Einen Tag nach der Beschlussfassung hat Martin Körner, Leiter des Grundsatzreferates Klimaschutz, Mobilität und Wohnen, und ehemaliger SPD-Fraktionschef, in einer Mitteilung der Stadt das noch einmal bekräftigt. Er erklärte, einige Maßnahmen, wie die beschlossenen 20 Fahrradstraßen würden erst später als von der Ausschussmehrheit gewünscht, umgesetzt werden. „Da ist der Wunsch der Vater des Gedankens – die Realität sieht aber leider anders aus“, betonte er.
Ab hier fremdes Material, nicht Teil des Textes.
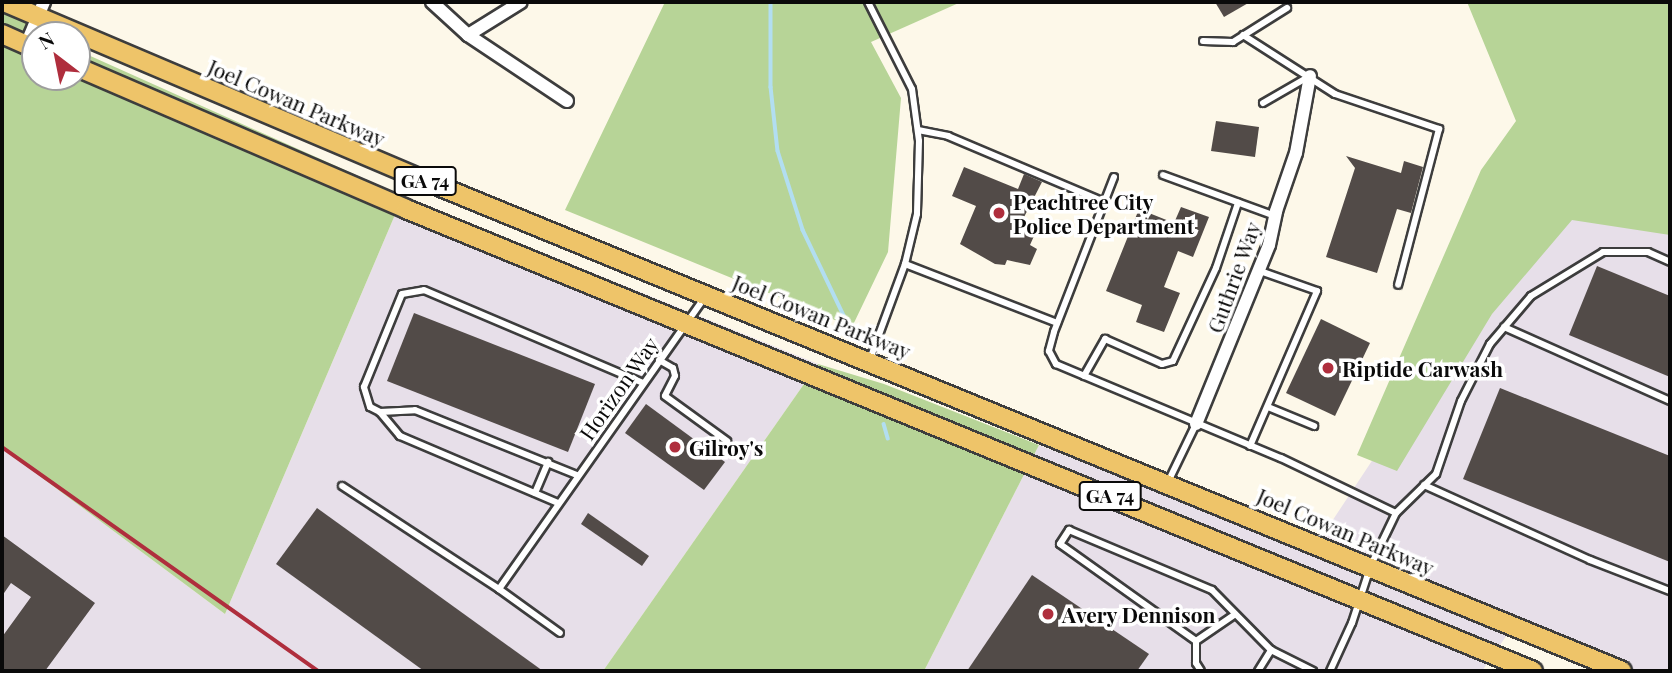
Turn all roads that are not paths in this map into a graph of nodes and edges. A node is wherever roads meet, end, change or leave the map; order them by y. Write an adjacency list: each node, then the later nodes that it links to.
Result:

Das kann Grünen-Stadtrat Björn Peterhoff nicht nachvollziehen: Im Konzept der Verwaltung seien Rad- und Fußverkehr nicht ausreichend berücksichtigt gewesen, deshalb habe man die Schwerpunkte verschoben. „20 Fahrradstraßen bekommt man hin“, sagt er und verweist auf die Bindungswirkung des „Radentscheids“; in diesem Beschluss sind über die Stadtteile hinweg mehr als 200 Projekte erwähnt. Die Verwaltung müsse eben die richtigen Prioritäten setzen.“

„Schwanz wedelt nicht mit dem Hund“

Kritik kommt auch vom Linksbündnis: „Wenn sich der Gemeinderat ehrgeizige Ziele setzt, dann ist es nicht Aufgabe der Verwaltung diese bockig zu kommentieren, sondern die Voraussetzung für deren Umsetzung zu schaffen. Gegebenenfalls muss die Verwaltung zusätzliches Personal und finanzielle Mittel für den Haushalt anmelden“, meint Stadtrat Luigi Pantisano. „ Der Schwanz wedelt nicht mit dem Hund – es wird Zeit, dass die Verwaltungsspitze das grundsätzlich beherzigt.“ 20 zusätzliche Fahrradstraßen einzurichten, sei kein Problem – die Stadt Bonn bringe es in eineinhalb Jahren auf 44. Es spreche „doch vieles für einen Unwillen verbunden mit Stuttgarter Untätigkeit“, ergänzt Fraktionssprecher Hannes Rockenbauch. Er verweist auf die Bindungswirkung des Ziels, Stuttgart bis 2035 klimaneutral zu machen. „Wenn die Verwaltungsspitze jetzt schon bei einem Teil der Verkehrswende blockiert, wie soll das dann bei den großen Aufgaben wie der Energiewende oder der Verlagerung des motorisierten Individualverkehrs auf den Umweltverbund gelingen?“, so Pantisano.

SPD: Müssen dicke Bretter bohren

Lucia Schanbacher (SPD) geht davon aus, „dass für eine Verkehrswende, die wir ernst meinen, auch beim städtischen Haushalt mehr als bislang gewohnt aufgerufen wird. Man müsse auch über Prozesse nachdenken, die anders laufen müssten als bisher. „So haben wir ja auch im Ausschuss auch auf die Bürgermeister reagiert, die uns gespiegelt haben, wie viel diese aktuell zu stemmen haben.“ Ihnen sei klar, dass dies Zeit und erhebliche Mittel in Anspruch nehmen wird, „aber dieses Brett müssen wir bohren, wenn wir 2035 klimaneutral werden wollen“. Die Verwaltung habe die Aufgabe, Ratsbeschlüsse umzusetzen. Darauf müsse sie „nicht verschnupft reagieren“.